SuiteScript Governance — What You Actually Need to Know

Governance limits are the #1 reason SuiteScript fails in production. How they work, what they cost, and how to not run out.

TL;DR: Every SuiteScript gets a governance budget. Each API call costs units. Run out and the script dies. The fix is almost always architectural — batch your operations, use Map/Reduce for heavy lifting, cache what you can, check remaining units before expensive calls.

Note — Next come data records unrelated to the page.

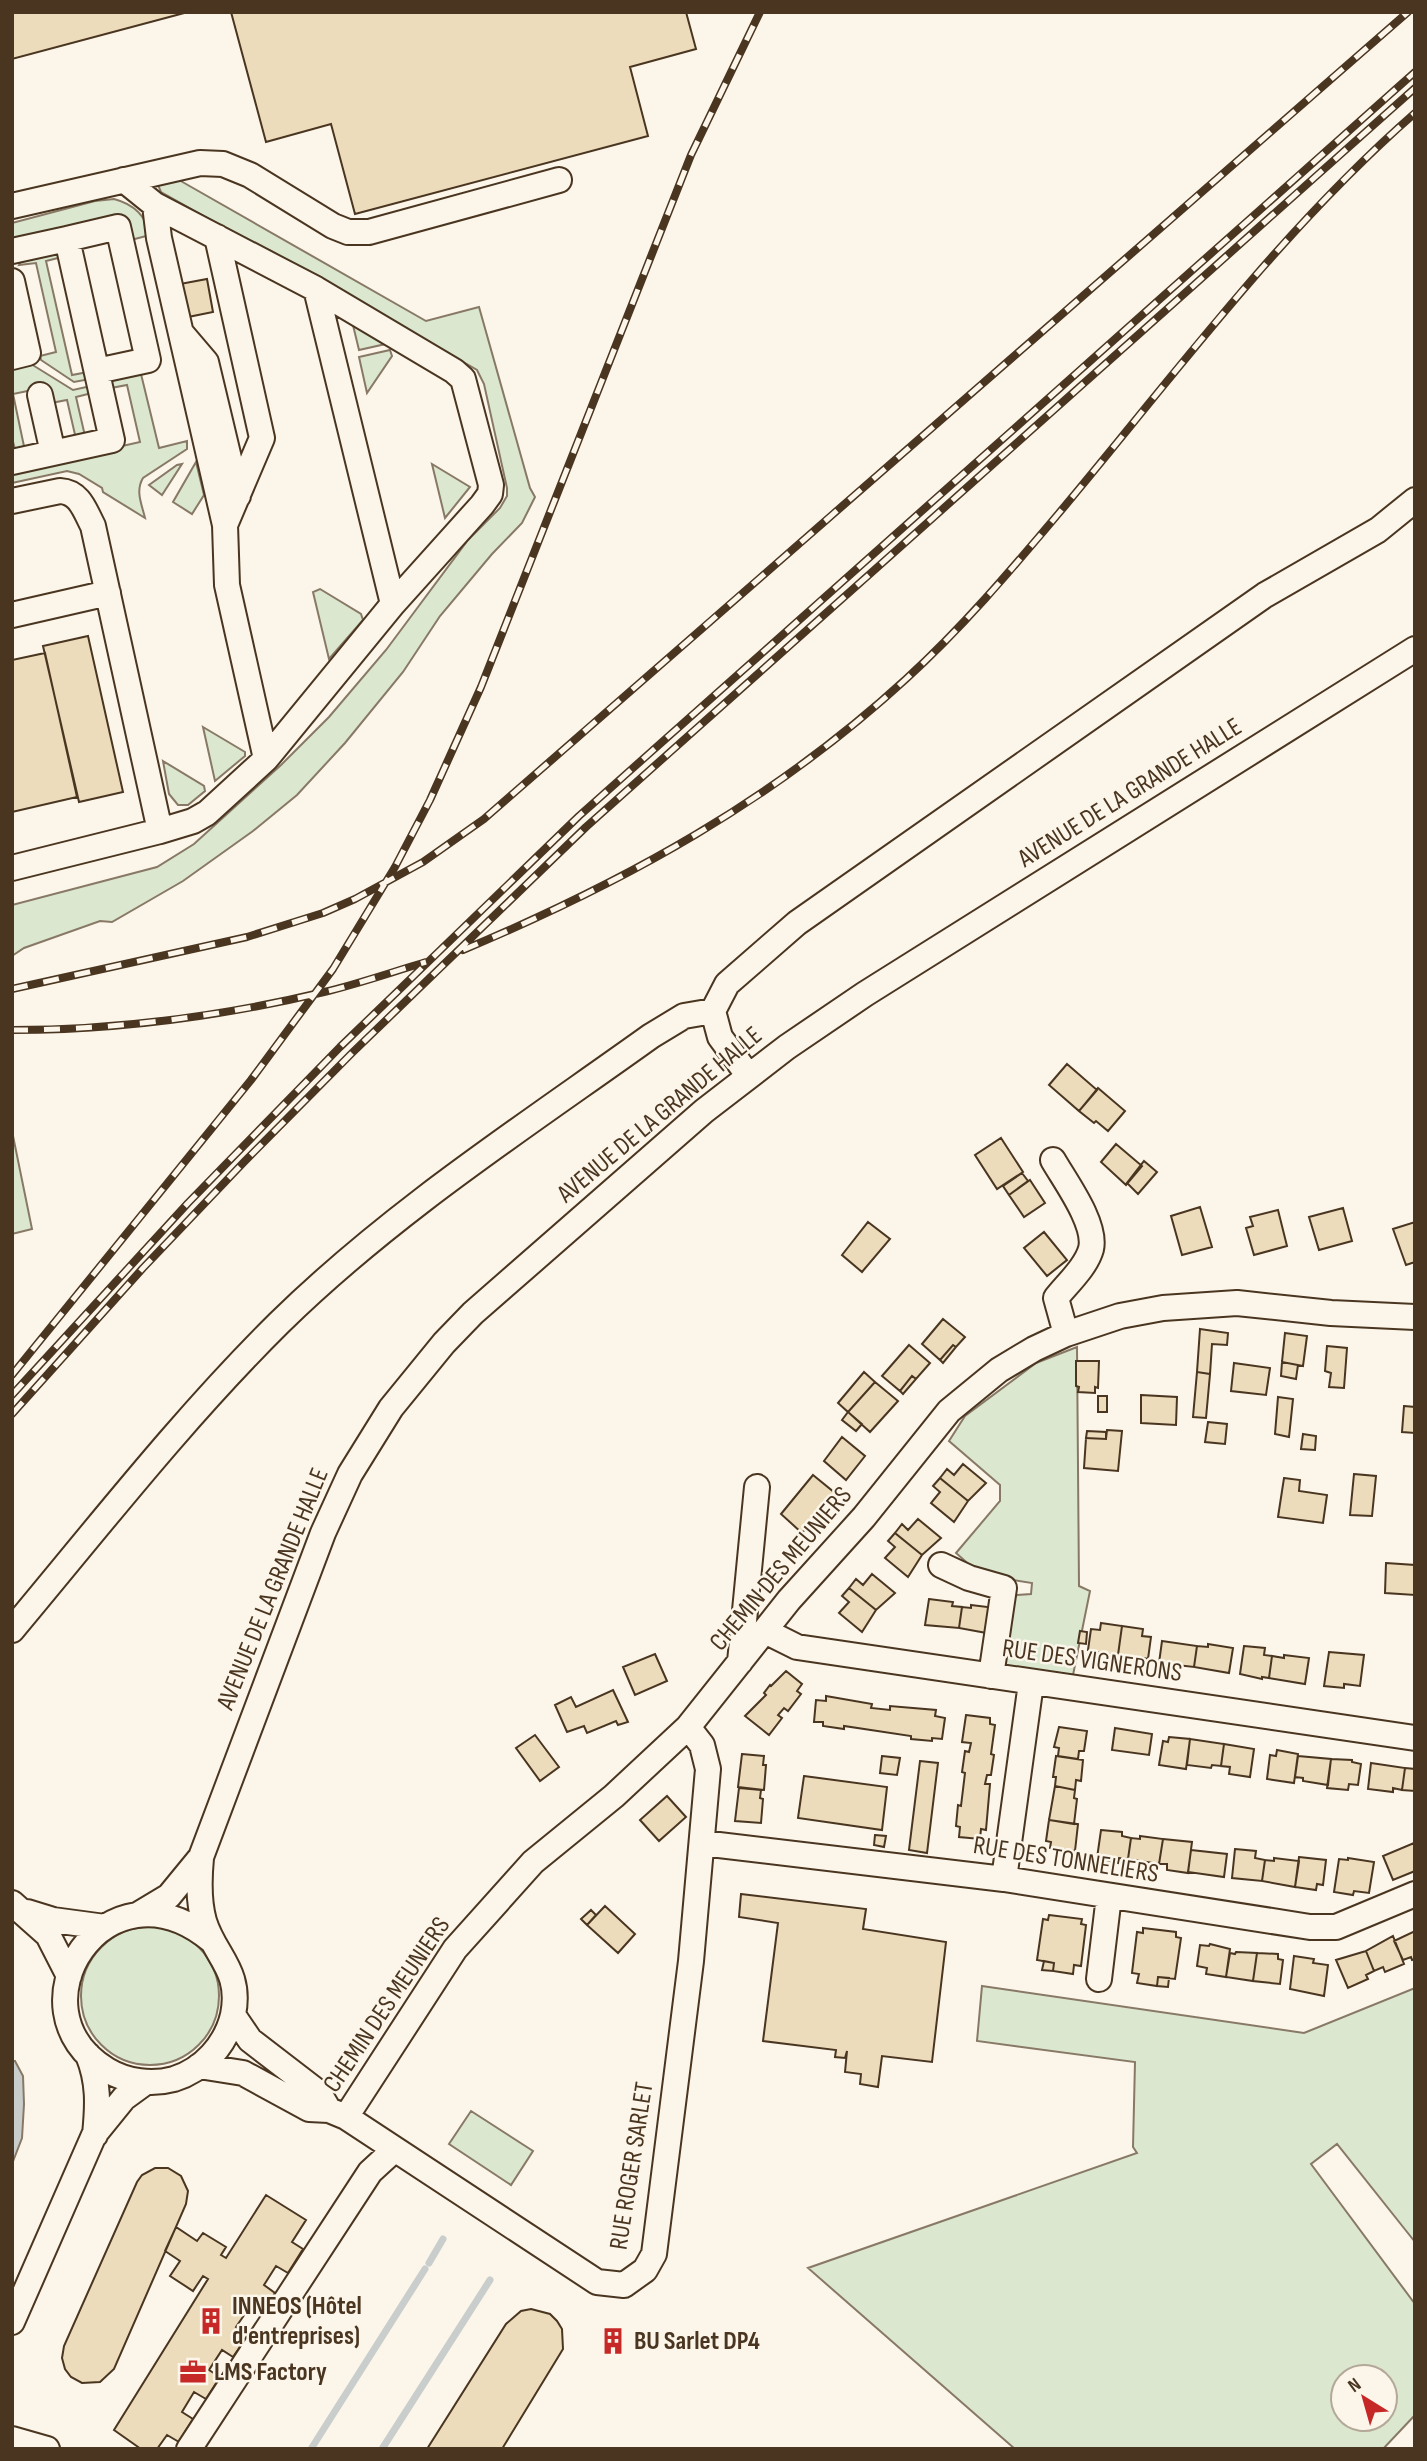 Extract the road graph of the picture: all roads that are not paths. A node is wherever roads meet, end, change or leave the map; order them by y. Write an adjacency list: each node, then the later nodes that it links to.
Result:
1 (124, 180): 2 (street); 3 (street); 4 (street)
2 (559, 180)
3 (155, 205): 5 (street); 10 (street)
4 (12, 206)
5 (217, 237): 9 (street); 16 (street)
6 (67, 239): 7 (street); 12 (street); 12 (street)
7 (12, 251)
8 (12, 281): 11 (street)
9 (316, 289): 21 (street); 21 (street)
10 (180, 332): 16 (street); 19 (street)
11 (12, 357)
12 (97, 371): 14 (street)
13 (40, 395): 14 (street)
14 (53, 453): 15 (street)
15 (12, 463)
16 (238, 496): 19 (street)
17 (1415, 499): 27 (street)
18 (12, 501): 20 (street)
19 (225, 525): 24 (street)
20 (108, 593): 22 (street); 25 (street)
21 (393, 604): 24 (street)
22 (12, 615)
23 (1415, 649): 28 (street, AVENUE DE LA GRANDE HALLE)
24 (266, 759): 25 (street)
25 (160, 831): 26 (street)
26 (12, 868)
27 (713, 1011): 28 (street); 34 (street)
28 (748, 1075): 42 (street, AVENUE DE LA GRANDE HALLE)
29 (1052, 1160): 31 (street)
30 (1415, 1317): 31 (street, CHEMIN DES MEUNIERS)
31 (1066, 1334): 35 (street, CHEMIN DES MEUNIERS)
32 (757, 1487): 36 (street)
33 (941, 1565): 37 (street)
34 (12, 1630)
35 (765, 1631): 36 (street, CHEMIN DES MEUNIERS); 37 (street, RUE DES VIGNERONS)
36 (740, 1662): 39 (street, CHEMIN DES MEUNIERS)
37 (991, 1676): 38 (street, RUE DES VIGNERONS)
38 (1031, 1683): 40 (street, RUE DES VIGNERONS); 43 (street)
39 (688, 1727): 41 (street, RUE ROGER SARLET); 56 (street, CHEMIN DES MEUNIERS)
40 (1415, 1738)
41 (702, 1843): 43 (street, RUE DES TONNELIERS); 58 (street, RUE ROGER SARLET)
42 (201, 1857): 47 (street, AVENUE DE LA GRANDE HALLE); 49 (street, AVENUE DE LA GRANDE HALLE)
43 (1004, 1879): 45 (street, RUE DES TONNELIERS)
44 (1415, 1894): 45 (street, RUE DES TONNELIERS)
45 (1109, 1896): 51 (street)
46 (18, 1907): 48 (street); 50 (street)
47 (139, 1914): 48 (street); 49 (street)
48 (104, 1927): 50 (street)
49 (211, 1940): 52 (street)
50 (69, 1976): 53 (street)
51 (1099, 1979)
52 (233, 2015): 54 (street); 56 (street, CHEMIN DES MEUNIERS)
53 (88, 2055): 55 (street); 57 (street)
54 (199, 2066): 55 (street); 56 (street, CHEMIN DES MEUNIERS)
55 (146, 2082): 57 (street)
56 (337, 2113): 58 (street, RUE ROGER SARLET)
57 (94, 2135): 59 (street)
58 (394, 2150): 62 (street)
59 (12, 2322)
60 (12, 2439): 61 (street)
61 (47, 2449)
62 (189, 2449)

If you have written SuiteScript for any length of time, you have hit a governance error. Yep, most common production issue I see. And most of the time, the root cause is the same — the script is doing too much work in the wrong way.

How it works

NetSuite gives every script execution a fixed budget of "governance units." Every API call — loading a record, running a search, sending an email — costs some of those units. Run out and the script stops. No warning, no graceful degradation. It just stops.

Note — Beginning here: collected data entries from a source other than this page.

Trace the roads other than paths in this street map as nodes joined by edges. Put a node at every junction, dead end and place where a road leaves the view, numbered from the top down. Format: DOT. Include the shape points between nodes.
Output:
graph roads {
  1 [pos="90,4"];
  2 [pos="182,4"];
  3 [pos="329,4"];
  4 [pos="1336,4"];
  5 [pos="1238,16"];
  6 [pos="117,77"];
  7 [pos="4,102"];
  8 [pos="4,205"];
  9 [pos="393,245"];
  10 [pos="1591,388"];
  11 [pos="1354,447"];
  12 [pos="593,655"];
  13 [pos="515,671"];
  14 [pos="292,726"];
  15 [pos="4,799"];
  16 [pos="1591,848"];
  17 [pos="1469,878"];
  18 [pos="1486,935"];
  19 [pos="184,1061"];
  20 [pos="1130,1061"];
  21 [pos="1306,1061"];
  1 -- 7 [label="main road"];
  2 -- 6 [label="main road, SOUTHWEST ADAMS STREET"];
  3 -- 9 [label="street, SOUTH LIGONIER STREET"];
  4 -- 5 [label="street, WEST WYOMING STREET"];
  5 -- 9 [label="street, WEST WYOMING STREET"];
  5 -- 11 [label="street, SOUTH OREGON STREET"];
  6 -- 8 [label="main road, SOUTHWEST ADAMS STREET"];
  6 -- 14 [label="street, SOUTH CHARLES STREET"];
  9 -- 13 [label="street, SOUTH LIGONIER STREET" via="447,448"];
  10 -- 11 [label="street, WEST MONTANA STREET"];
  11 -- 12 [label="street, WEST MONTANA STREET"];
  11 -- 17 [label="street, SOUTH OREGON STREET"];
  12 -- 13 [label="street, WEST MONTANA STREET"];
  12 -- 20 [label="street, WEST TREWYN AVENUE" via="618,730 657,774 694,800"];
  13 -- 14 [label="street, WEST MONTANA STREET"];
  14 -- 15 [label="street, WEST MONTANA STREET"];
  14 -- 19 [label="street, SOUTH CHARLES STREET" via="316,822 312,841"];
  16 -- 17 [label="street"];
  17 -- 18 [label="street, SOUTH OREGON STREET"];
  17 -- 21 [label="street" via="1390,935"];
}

That's NetSuite protecting its shared infrastructure. Reasonable constraint, but you need to design around it.

The costs that matter

Operations you will use most and what they cost:

  • record.load() — 10 units
  • record.submit() — 20 units
  • search.run().each() — 10 units per search
  • https.get() / https.post() — 10 units
  • email.send() — 20 units
  • record.transform() — 10 units

And here is how much budget you get:

Script Type Governance Limit
Client Script 1,000 units
User Event 1,000 units
Suitelet 1,000 units
RESTlet 5,000 units
Scheduled 10,000 units
Map/Reduce 10,000 per phase

Look at those numbers. A User Event with 1,000 units can load about 100 records before it dies. If you are looping through order lines and loading related records for each one, you are going to have a bad time on any order with more than a few dozen lines.

What to do about it

1. Stop loading records in loops

Most common mistake I see (and I have seen a lot of these). Use a search instead of record.load() inside a loop.

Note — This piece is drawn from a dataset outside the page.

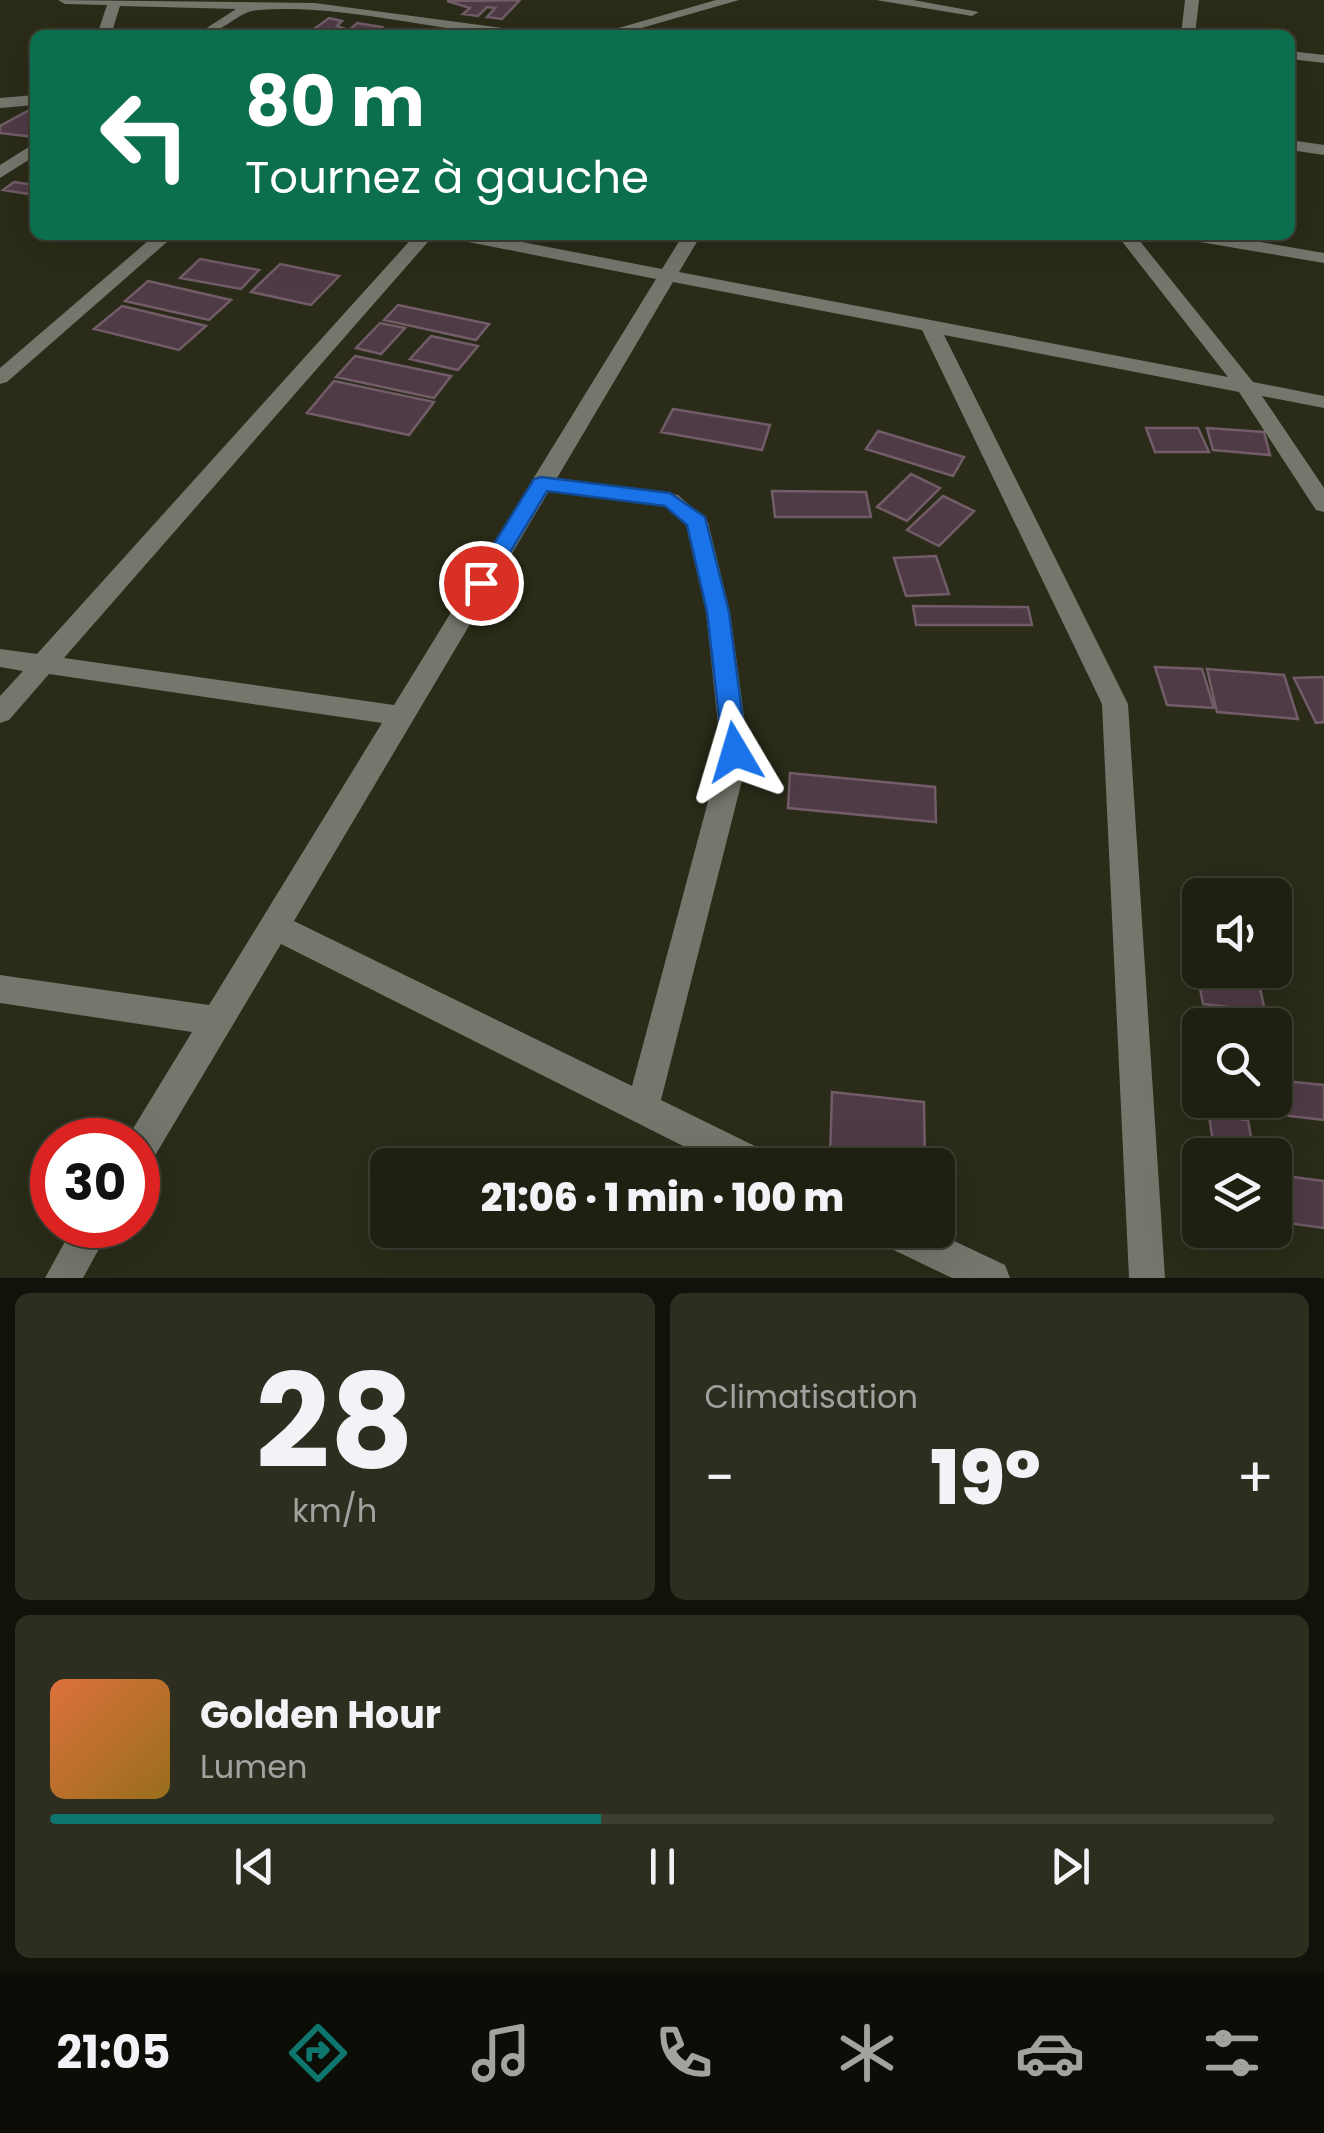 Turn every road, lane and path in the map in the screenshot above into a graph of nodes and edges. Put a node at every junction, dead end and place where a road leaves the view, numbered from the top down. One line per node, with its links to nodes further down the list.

// This will blow up on large datasets
orderIds.forEach((id) => {
    const rec = record.load({ type: 'salesorder', id });
    // ... process
});

// Do this instead
const results = search.create({
    type: 'salesorder',
    filters: [['internalid', 'anyof', orderIds]],
    columns: ['entity', 'total', 'status']
}).run().getRange({ start: 0, end: 100 });

One search = 10 units. Loading 100 records individually = 1,000. The math is obvious.

2. Use Map/Reduce for heavy lifting

Processing thousands of records? Do not try to cram it into a Scheduled Script. Map/Reduce gives each phase its own governance budget and NetSuite handles the parallelism. That's what it is built for.

3. Check remaining units

Before anything expensive, check if you can afford it:

const remaining = runtime.getCurrentScript().getRemainingUsage();
if (remaining < 200) {
    log.audit('Low governance', `Only ${remaining} units left`);
    // Bail out or reschedule
}

Especially important in Scheduled Scripts processing batches. Know when to stop and yield (your future self will thank you when it does not crash in production at 2am).

4. Cache configuration data

Loading the same setup record on every execution? Use N/cache. One load + cache hits is always cheaper than loading the same record hundreds of times.

The real lesson

Script runs out of governance — the first question should not be "how do I get more units?" It should be "why am I using so many?"

Almost every case I have seen across hundreds of projects — governance problems point to an architecture issue. Fix the design and the problem goes away. That simple.